Esteio – O Posto de Atendimento Especializado à Mulher, que funciona na delegacia, instaurou nos oito primeiros meses deste ano 499 inquéritos de violência doméstica. Dos 410 remetidos à Justiça, 295 geraram medidas protetivas.
Sapucaia do Sul – A Coordenadoria de Políticas Públicas para mulheres do município aponta uma média de 80 atendimentos por mês. As mulheres não precisam fazer ocorrência policial para receber acolhimento no local.
Parobé – A Coordenadoria da Mulher registra média de 40 casos de violência por mês na cidade.

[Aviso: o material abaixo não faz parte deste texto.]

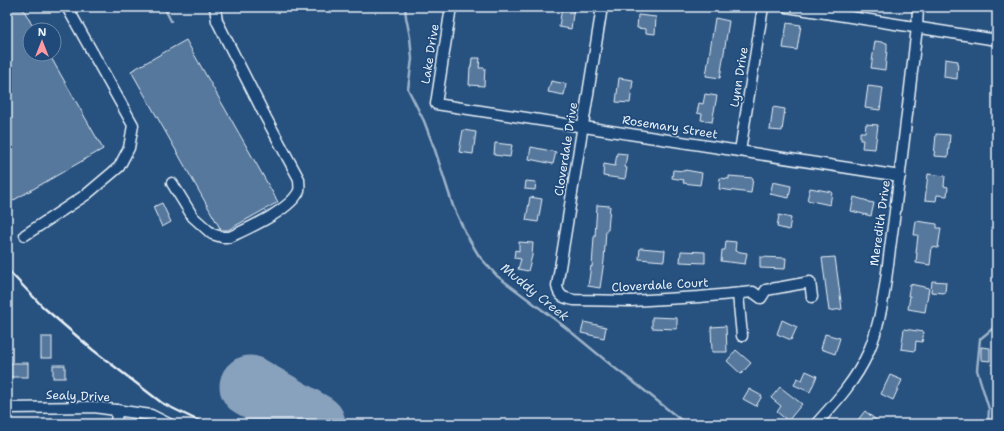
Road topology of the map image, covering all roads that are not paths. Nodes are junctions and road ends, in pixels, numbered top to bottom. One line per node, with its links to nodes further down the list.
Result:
1 (67, 7): 15 (street)
2 (215, 7): 14 (street)
3 (451, 7): 10 (street, Lake Drive)
4 (602, 7): 11 (street, Cloverdale Drive)
5 (764, 7): 12 (street, Lynn Drive)
6 (787, 7): 8 (street)
7 (918, 7): 8 (street, Meredith Drive)
8 (917, 27): 9 (street); 13 (street, Meredith Drive)
9 (997, 40)
10 (436, 104): 11 (street, Rosemary Street)
11 (583, 126): 12 (street, Rosemary Street); 17 (street, Cloverdale Drive)
12 (740, 151): 13 (street, Rosemary Street)
13 (900, 176): 24 (street, Meredith Drive)
14 (172, 183)
15 (25, 235)
16 (738, 294): 17 (street, Cloverdale Court); 18 (street, Cloverdale Court); 19 (street)
17 (560, 295)
18 (812, 297)
19 (742, 336)
20 (7, 408): 21 (street, Sealy Drive)
21 (117, 410): 22 (street); 23 (street, Sealy Drive)
22 (116, 424)
23 (169, 424)
24 (816, 424)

A maioria das vítimas procura o serviço aconselhadas pela Polícia Civil, após registrar o caso. O local oferece orientação jurídica.
Guaíba – A Secretaria Municipal de Assistência social atende às vítimas a partir de uma demanda voluntária. Elas são orientadas a denunciar as agressões. No primeiro semestre deste ano, a cidade teve 135 registros de lesão corporal.
Viamão – O município conta Patrulha Maria da Penha. Delegacia da Mulher e Promotoria. A patrulha tem quatro agentes e faz o acompanhamento dos casos. Até junho deste ano, foram seis tentativas de femicídio na cidade.
Sapiranga – A Casa Abrigo Regional Jacobina Maurer está sendo criada com recursos federais e será aberta no ano que vem. Outros municípios da região também utilizarão o serviço do local, que abrigará mulheres – e seus filhos – que precisarem sair de casa.
Gravataí – A cidade conta com a Casa Lilás, criada em 2007. Desde sua inauguração até agosto deste ano, foram atendidas, 4.248 mulheres vítimas de violência. Em 2014, foram 2.273 atendimentos psicológicos e 468 acolhimentos.
Alvorada – A Secretaria Municipal de Direitos Humanos e a Diretoria de Políticas Públicas para as Mulheres encaminham os casos relacionados a gênero. No primeiro semestre deste ano, o município já registrou 14 ocorrências de estupro.
Campo Bom – O Centro de Referência em Assistência Social tem uma equipe formada por psicólogo e assistente social pra receber as vítimas. O serviço atende a uma média de 15 mulheres por mês, segundo dados do município.




Fonte: Correio do Povo, página 9 de 11 de outubro de 2015.